● **Required work**:
Each line of the data below holding the word "lines" must be copied.

= = = = =

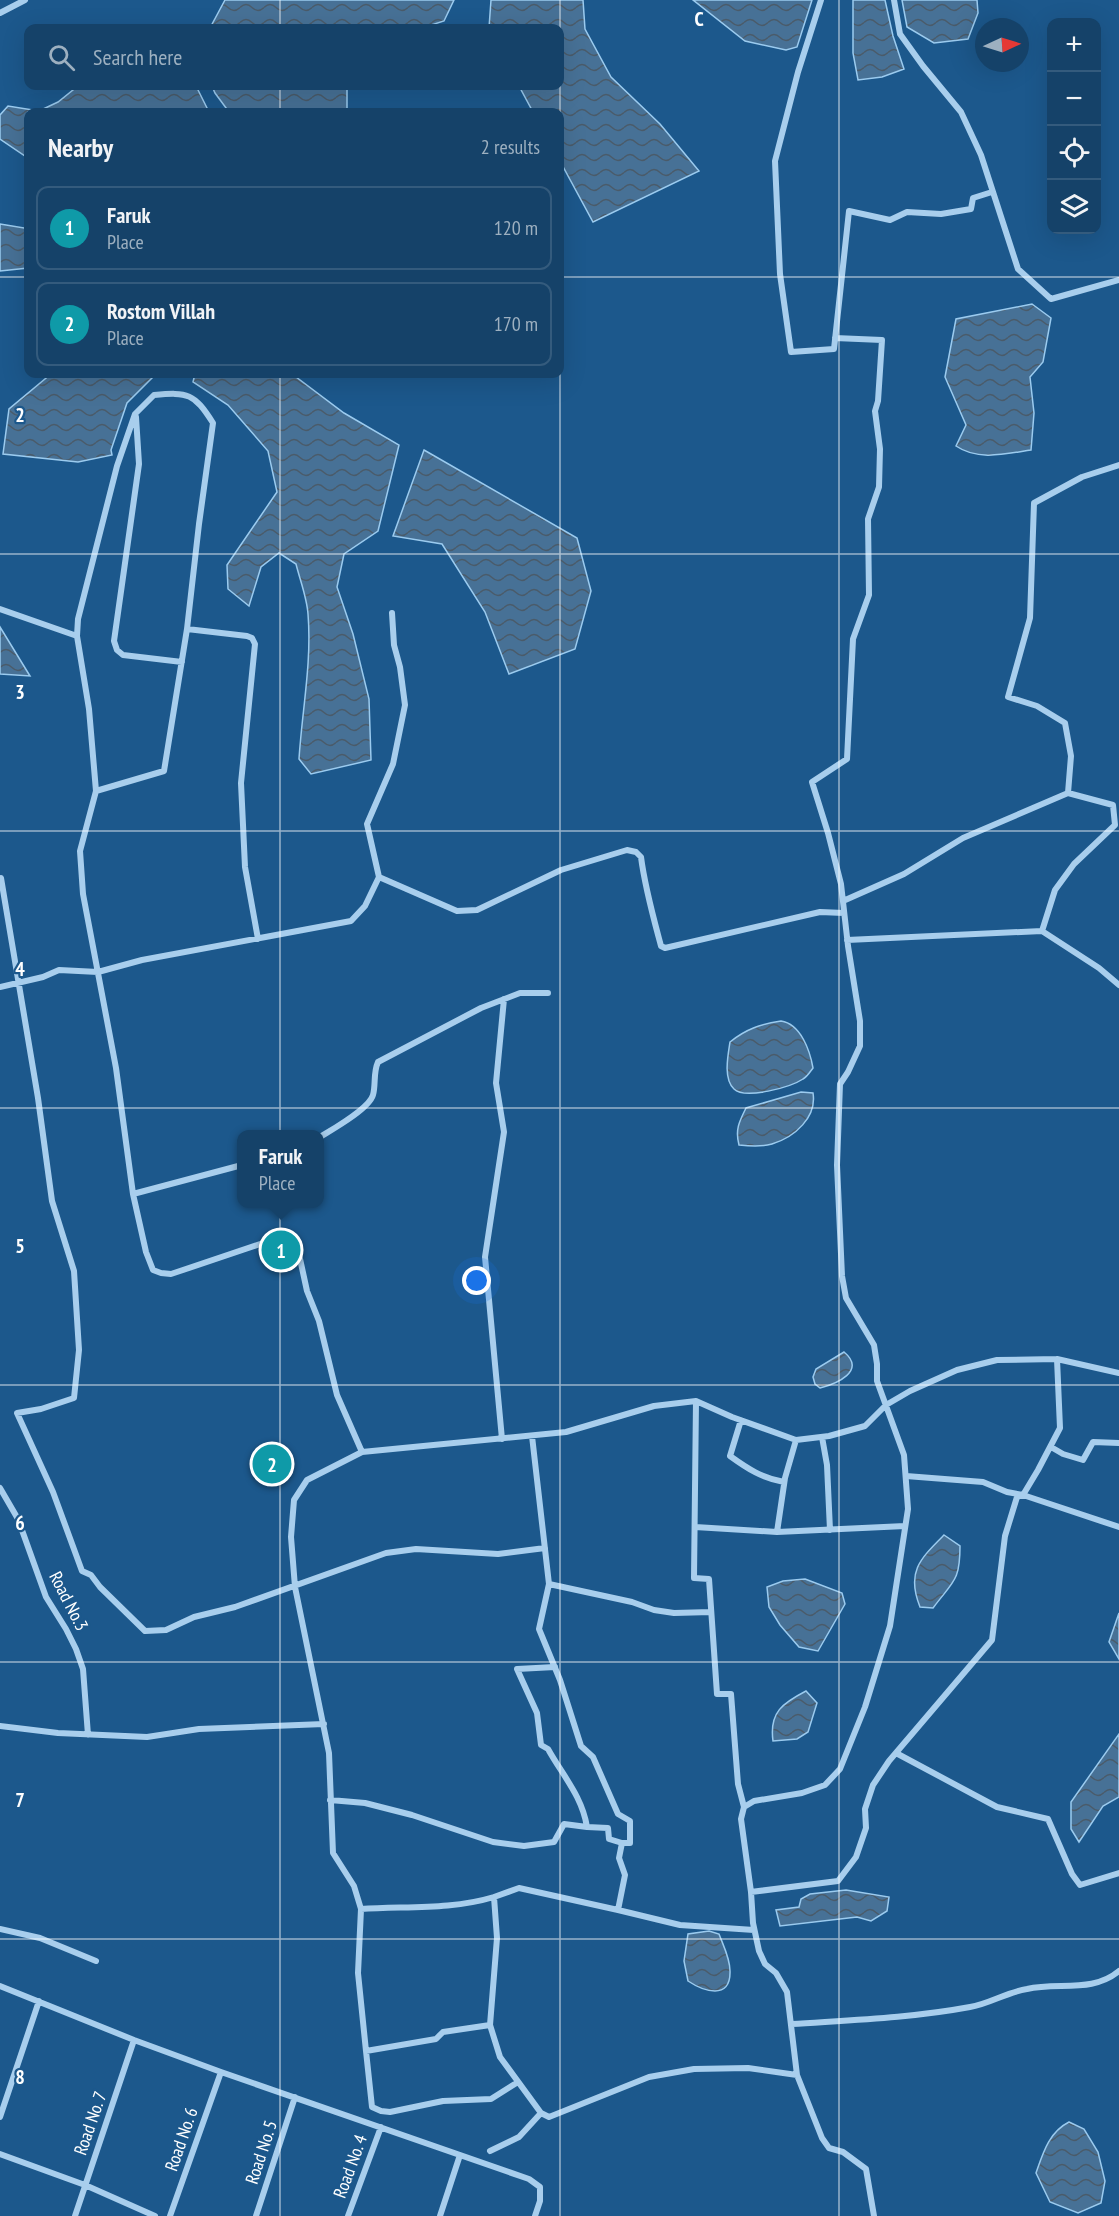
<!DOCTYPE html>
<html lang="en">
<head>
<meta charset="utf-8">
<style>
	:root { --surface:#154269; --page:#224d71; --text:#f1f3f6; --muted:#9db0c0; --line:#345b7d; --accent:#e69b98 }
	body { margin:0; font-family:"PT Sans Narrow",sans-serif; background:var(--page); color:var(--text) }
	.controls { position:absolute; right:18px; top:18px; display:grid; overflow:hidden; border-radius:12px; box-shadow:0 6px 24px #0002 }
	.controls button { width:54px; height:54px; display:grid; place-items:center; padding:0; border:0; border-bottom:2px solid var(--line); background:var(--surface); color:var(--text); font:30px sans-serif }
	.compass { position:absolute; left:975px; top:18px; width:54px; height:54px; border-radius:50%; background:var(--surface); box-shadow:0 6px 24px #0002; rotate:86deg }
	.you { position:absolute; left:477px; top:1281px; width:21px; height:21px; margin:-15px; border:4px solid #fff; border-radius:50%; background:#1a73e8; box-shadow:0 0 0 9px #1a73e833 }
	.badge { display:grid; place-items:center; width:39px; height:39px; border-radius:50%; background:var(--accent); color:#fff; font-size:20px; font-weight:700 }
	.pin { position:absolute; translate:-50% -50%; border:3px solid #fff; box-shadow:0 2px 6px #0006 }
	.popup { position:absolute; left:237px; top:1130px; width:87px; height:78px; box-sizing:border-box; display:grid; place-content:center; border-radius:12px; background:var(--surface); filter:drop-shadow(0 2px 4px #0005); font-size:20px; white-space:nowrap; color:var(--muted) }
	.popup b { font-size:22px; color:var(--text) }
	.popup::after { content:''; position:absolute; left:50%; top:100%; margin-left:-12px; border:12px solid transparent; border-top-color:var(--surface) }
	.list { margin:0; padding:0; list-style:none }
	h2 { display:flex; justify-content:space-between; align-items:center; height:78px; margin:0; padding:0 24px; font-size:26px }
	h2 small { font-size:20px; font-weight:400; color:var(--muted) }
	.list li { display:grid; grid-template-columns:39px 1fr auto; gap:18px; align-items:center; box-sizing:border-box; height:84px; margin:0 12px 12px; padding:0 12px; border:2px solid var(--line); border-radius:12px }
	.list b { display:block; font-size:22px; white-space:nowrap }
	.list p { margin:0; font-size:20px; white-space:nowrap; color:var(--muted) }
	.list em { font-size:20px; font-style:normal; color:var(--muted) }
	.icon { flex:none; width:33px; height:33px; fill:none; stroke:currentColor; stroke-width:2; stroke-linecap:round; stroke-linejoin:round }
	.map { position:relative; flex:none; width:1119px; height:2216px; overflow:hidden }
	.search { position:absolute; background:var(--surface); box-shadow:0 6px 24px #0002; left:24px; top:24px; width:540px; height:66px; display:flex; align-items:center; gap:15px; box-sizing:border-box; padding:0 21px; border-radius:12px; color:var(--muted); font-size:22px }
	.panel { position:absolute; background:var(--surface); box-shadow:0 6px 24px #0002; left:24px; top:108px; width:540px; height:270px; border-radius:12px }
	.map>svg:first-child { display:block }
	.water { fill:url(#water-waves); stroke:#9bcbef; stroke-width:1.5 }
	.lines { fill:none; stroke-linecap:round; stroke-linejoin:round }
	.minor { stroke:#a8ceed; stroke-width:6 }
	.grid { fill:none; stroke:#fff; stroke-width:1.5; stroke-opacity:0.55 }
	.labels { text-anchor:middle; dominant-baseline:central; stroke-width:4.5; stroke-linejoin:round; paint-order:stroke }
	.street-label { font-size:18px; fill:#fff; stroke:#1c588c }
	.grid-label { font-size:20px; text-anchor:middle; font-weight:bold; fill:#fff; stroke:#1c588c; stroke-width:4.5; stroke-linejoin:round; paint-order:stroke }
</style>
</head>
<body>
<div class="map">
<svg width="1119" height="2216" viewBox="0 0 1119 2216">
	<defs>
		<pattern id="water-waves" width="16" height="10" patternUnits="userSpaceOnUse" patternTransform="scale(1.5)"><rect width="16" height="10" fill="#477196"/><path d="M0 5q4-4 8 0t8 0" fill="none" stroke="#4a5b6a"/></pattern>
	</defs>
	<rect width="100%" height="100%" fill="#1c588c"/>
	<!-- water -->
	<path class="water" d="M 225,0 L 454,0 L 444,21 L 422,28 L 210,28 Z
		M 491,0 L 583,0 L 585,29 L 611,77 L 660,124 L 699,171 L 593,222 L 560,161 L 560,112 L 533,112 L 519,86 L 560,86 L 560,28 L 489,28 Z
		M 693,0 L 812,0 L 797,47 L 786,50 L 745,41 Z
		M 853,0 L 885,0 L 893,36 L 904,69 L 882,77 L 858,80 L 853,53 Z
		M 902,0 L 977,0 L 978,13 L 968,39 L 934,43 L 907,27 Z
		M 78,86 L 196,86 L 209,112 L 28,112 L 28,158 L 0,139 L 0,115 L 8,106 L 39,111 L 58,102 Z
		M 212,86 L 347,86 L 347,112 L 229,112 L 215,93 Z
		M 0,224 L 24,228 L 28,225 L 28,268 L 0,271 Z
		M 1032,304 L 1051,318 L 1043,362 L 1030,377 L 1034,413 L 1031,450 C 1005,454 978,461 956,446 L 966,425 L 945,377 L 956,319 Z
		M 51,374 L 156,374 L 127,403 L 111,450 L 112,455 L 78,462 L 3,454 L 9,409 Z
		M 195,374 L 292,374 L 344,413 L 399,445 L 378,531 L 344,554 L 337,587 L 353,634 L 369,699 L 371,760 L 311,774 L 299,759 C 302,711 312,662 308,614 C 307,598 300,580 296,564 L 279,553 L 261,567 L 249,606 L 228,589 L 227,565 L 277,492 L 268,451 L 228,405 L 193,382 Z
		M 424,450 L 577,538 L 591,591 L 575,649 L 509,674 L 485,612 L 442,544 L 393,536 Z
		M 0,627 L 30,676 L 0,674 Z
		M 781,1021 C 801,1024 810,1051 813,1068 C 810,1072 807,1077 803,1079 C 791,1087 745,1100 734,1089 C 723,1079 728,1055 730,1042 C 746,1029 761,1024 781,1021 Z
		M 801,1092 L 813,1093 C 817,1117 795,1137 772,1144 C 762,1147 749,1146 739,1145 C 735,1130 739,1122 746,1108 Z
		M 844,1352 C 867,1371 836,1384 820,1388 L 815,1384 L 813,1377 L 816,1369 Z
		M 944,1535 L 960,1546 C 960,1582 953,1581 933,1608 L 920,1607 C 906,1572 920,1559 944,1535 Z
		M 805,1579 L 842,1593 L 845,1604 L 818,1651 L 799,1647 L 780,1625 L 769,1607 L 767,1587 L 783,1581 Z
		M 1119,1613 L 1119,1659 L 1109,1642 Z
		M 806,1691 L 817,1703 L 808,1732 L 797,1739 L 773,1741 C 769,1712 783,1703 806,1691 Z
		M 1119,1734 L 1119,1797 L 1103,1806 L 1079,1842 L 1071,1829 L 1071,1802 Z
		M 846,1890 L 889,1897 L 887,1911 L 871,1921 L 857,1917 L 780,1926 L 776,1910 L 799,1907 L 801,1899 L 810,1894 Z
		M 709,1931 L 719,1934 C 723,1945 730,1958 730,1971 C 731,2001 703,1991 688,1981 L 684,1961 L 688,1934 Z
		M 1069,2122 L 1084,2129 L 1098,2152 L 1105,2181 L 1101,2203 L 1078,2213 L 1050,2202 L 1036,2173 C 1043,2153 1049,2132 1069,2122 Z"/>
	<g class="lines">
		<!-- minor -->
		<path class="minor" d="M 821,0 L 798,72 L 775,161 L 780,274 L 791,352 L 834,349 L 849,211 L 890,220 L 907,212 L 941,214 L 971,209 L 973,198 L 992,192
			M 894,0 L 900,34 L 923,66 L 961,112 L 981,155 L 1018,269 L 1051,299 L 1119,280
			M 0,13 L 25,0
			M 835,338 L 882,340 L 878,401 L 875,411 L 880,449 L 879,487 L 868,519 L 869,595 L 853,639 L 847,759 L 812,782 L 828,833 L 841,884 L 848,946 L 860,1021 L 860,1046 L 848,1072 L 840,1084 L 837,1165 L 842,1276 L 846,1298 L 874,1345 L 877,1364 L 877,1381 L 904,1455 L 908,1509 L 890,1626 L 865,1707 L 840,1769 L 825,1785 L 802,1793 L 754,1801 L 744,1807 L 741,1819 L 751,1892 L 753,1923 L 759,1951 L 765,1964 L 776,1973 L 787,1992 L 797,2075 L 822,2138 L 829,2148 L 843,2152 L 866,2169 L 874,2216
			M 136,417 L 139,464 L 114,641 L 117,650 L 123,655 L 182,662
			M 0,609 L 77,636 L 89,709 L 96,791 L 164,771 L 187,629 L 247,636 L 252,638 L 255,644 L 241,783 L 245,867 L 258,939
			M 77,636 L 78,619 L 117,466 L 135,414 L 154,395 C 188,392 194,393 213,423 L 199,524 L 187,629
			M 96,791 L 80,851 L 83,894 L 116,1068 L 133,1194 L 146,1252 L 153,1270 L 161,1273 L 171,1274 L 275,1239 L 286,1240 L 297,1245 L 307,1291 L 319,1321 L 337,1395 L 362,1452
			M 379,877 L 367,824 L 393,764 L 405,705 L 400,667 L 394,645 L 392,613
			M 1,878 L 38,1098 L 52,1201 L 74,1271 L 79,1350 L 74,1398 L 41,1409 L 17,1413 L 53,1492 L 82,1571 L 91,1575 L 100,1587 L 145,1631 L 166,1630 L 194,1617 L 235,1607 L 386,1553 L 416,1549 L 498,1554 L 545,1548
			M 843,901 L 904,874 L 963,838 L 1068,793
			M 1042,931 L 1099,968 L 1119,985
			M 847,940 L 1042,931 L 1055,890 L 1074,864 L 1115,825 L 1113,805 L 1068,793 L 1071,756 L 1065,723 L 1037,706 L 1008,697 L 1030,618 L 1034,503 L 1082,477 L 1119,465
			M 0,987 L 43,977 L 59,970 L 98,972 L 142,960 L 351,921 L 365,906 L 379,877 L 457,911 L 477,910 L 561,870 L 627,850 L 636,852 L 641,857 C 645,888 653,916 661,946 L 665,948 L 820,912 L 844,913
			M 320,1137 C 333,1129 369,1109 373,1095 C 376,1084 373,1073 378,1062 L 481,1008 L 520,993 L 548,993
			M 133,1194 L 242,1165
			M 696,1401 L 694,1578 L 709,1579 L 717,1694 L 731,1694 L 738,1784 L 744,1807
			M 741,1420 L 730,1456 C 748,1469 762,1478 784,1482
			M 532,1436 L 549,1584 L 632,1602 L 654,1610 L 674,1613 L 711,1612
			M 822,1437 L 827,1465 L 830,1530
			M 502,1439 L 485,1257 L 504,1132 L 496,1083 L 504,999
			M 1051,1447 L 1063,1454 L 1083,1460 L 1093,1442 L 1119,1443
			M 906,1476 L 983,1482 L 1007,1492 L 1023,1495 L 1119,1527
			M 0,1488 L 18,1519 L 46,1597 L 66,1629 L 76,1649 L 83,1669 L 88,1735
			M 695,1527 L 777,1532 L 905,1526
			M 777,1532 L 785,1478 L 796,1440
			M 549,1584 L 539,1629 L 560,1680 L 581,1746 L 593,1757 L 618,1814 L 630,1821 L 630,1843 L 622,1843 L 619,1858 L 625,1875 L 618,1910 L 680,1925 L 754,1930
			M 555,1667 L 517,1669 L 537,1713 L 541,1745 L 548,1749 C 563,1776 582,1796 587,1827 L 608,1828 L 609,1839 L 622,1843
			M 0,1726 L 58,1733 L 147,1737 L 199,1729 L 324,1724
			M 896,1753 L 997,1807 L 1048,1819 L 1072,1874 L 1080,1885 L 1119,1873
			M 330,1800 L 365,1803 L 412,1815 L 493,1842 L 524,1846 L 554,1842 L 564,1824 L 587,1827
			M 751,1892 L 838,1881 L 856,1857 L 866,1828 L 865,1809 L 873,1785 L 889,1761 L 992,1640 L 1005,1536 L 1017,1497 L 1023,1495 L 1038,1470 L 1060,1428 L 1057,1359
			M 494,1897 L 519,1888 L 618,1910
			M 361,1909 C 406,1906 451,1910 494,1897 L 497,1938 L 490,2025
			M 0,1929 L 40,1938 L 96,1961
			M 0,1986 L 134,2040 L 221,2072 L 529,2179 L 540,2187 L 540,2201 L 535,2216
			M 792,2024 C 851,2020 911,2018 970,2007 C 989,2004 1007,1992 1027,1989 C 1059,1982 1093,1993 1119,1971
			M 366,2051 L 372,2107 L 381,2111 L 390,2112 L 443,2101 L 491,2099 L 518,2082
			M 797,2075 L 748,2068 L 694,2069 L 649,2077 L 549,2117 L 541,2113 L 500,2057 L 490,2025 L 443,2032 L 436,2039 L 366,2051 L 358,1973 L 361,1909 L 354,1886 L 333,1853 L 329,1753 L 295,1587 L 291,1537 L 294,1500 L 307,1480 L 362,1452 L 566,1432 L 654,1406 L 696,1401 L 732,1417 L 796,1440 L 829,1436 L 865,1426 L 886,1405 L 910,1391 L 957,1370 L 997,1360 L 1057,1359 L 1119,1373
			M 0,2117 L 39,2001
			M 490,2151 L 519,2137 L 541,2113
			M 0,2154 L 85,2185 L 155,2216
			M 75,2216 L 134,2040
			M 170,2216 L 221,2072
			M 256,2216 L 295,2097
			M 348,2216 L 381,2127
			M 440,2216 L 460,2155"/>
	</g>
	<!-- grid -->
	<path class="grid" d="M 280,0 L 280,28M 560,0 L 560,28M 839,0 L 839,2216M 560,28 L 560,86M 280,86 L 280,112M 560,86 L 560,112M 560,112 L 560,374M 0,277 L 28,277M 560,277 L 1119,277M 280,374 L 280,2216M 560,374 L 560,2216M 0,554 L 1119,554M 0,831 L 1119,831M 0,1108 L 1119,1108M 0,1385 L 1119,1385M 0,1662 L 1119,1662M 0,1939 L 1119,1939"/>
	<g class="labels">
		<!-- street labels -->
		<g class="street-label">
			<text transform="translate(69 1601) rotate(63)">Road No.3</text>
			<text transform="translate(90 2123) rotate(-71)">Road No. 7</text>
			<text transform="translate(181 2139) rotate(-71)">Road No. 6</text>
			<text transform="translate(261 2152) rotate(-72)">Road No. 5</text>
			<text transform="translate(350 2166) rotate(-70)">Road No. 4</text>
		</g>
	</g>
	<g class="grid-label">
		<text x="699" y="26">C</text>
		<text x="20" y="422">2</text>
		<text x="20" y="699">3</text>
		<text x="20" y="976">4</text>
		<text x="20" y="1253">5</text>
		<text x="20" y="1530">6</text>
		<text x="20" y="1807">7</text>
		<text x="20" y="2084">8</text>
	</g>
</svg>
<div class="controls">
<button>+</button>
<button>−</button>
<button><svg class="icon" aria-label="locate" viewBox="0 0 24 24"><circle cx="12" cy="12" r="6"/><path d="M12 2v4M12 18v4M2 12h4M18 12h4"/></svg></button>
<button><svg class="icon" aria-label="layers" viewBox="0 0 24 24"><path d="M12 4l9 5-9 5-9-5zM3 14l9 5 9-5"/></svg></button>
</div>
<svg class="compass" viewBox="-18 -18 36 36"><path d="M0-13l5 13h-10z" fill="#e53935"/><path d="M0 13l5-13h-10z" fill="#9db0c0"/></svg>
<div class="you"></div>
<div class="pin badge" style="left:281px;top:1250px;background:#0f9aa8">1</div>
<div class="popup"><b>Faruk</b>Place</div>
<div class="pin badge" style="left:272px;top:1464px;background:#0f9aa8">2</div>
<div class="search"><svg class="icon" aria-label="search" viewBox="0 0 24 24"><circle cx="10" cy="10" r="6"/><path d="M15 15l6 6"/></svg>Search here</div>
<section class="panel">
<h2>Nearby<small>2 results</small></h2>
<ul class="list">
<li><span class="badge" style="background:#0f9aa8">1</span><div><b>Faruk</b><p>Place</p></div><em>120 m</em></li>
<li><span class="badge" style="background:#0f9aa8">2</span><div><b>Rostom Villah</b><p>Place</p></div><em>170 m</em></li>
</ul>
</section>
</div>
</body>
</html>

= = = = =

● **The completed task**:
	.lines { fill:none; stroke-linecap:round; stroke-linejoin:round }
	<g class="lines">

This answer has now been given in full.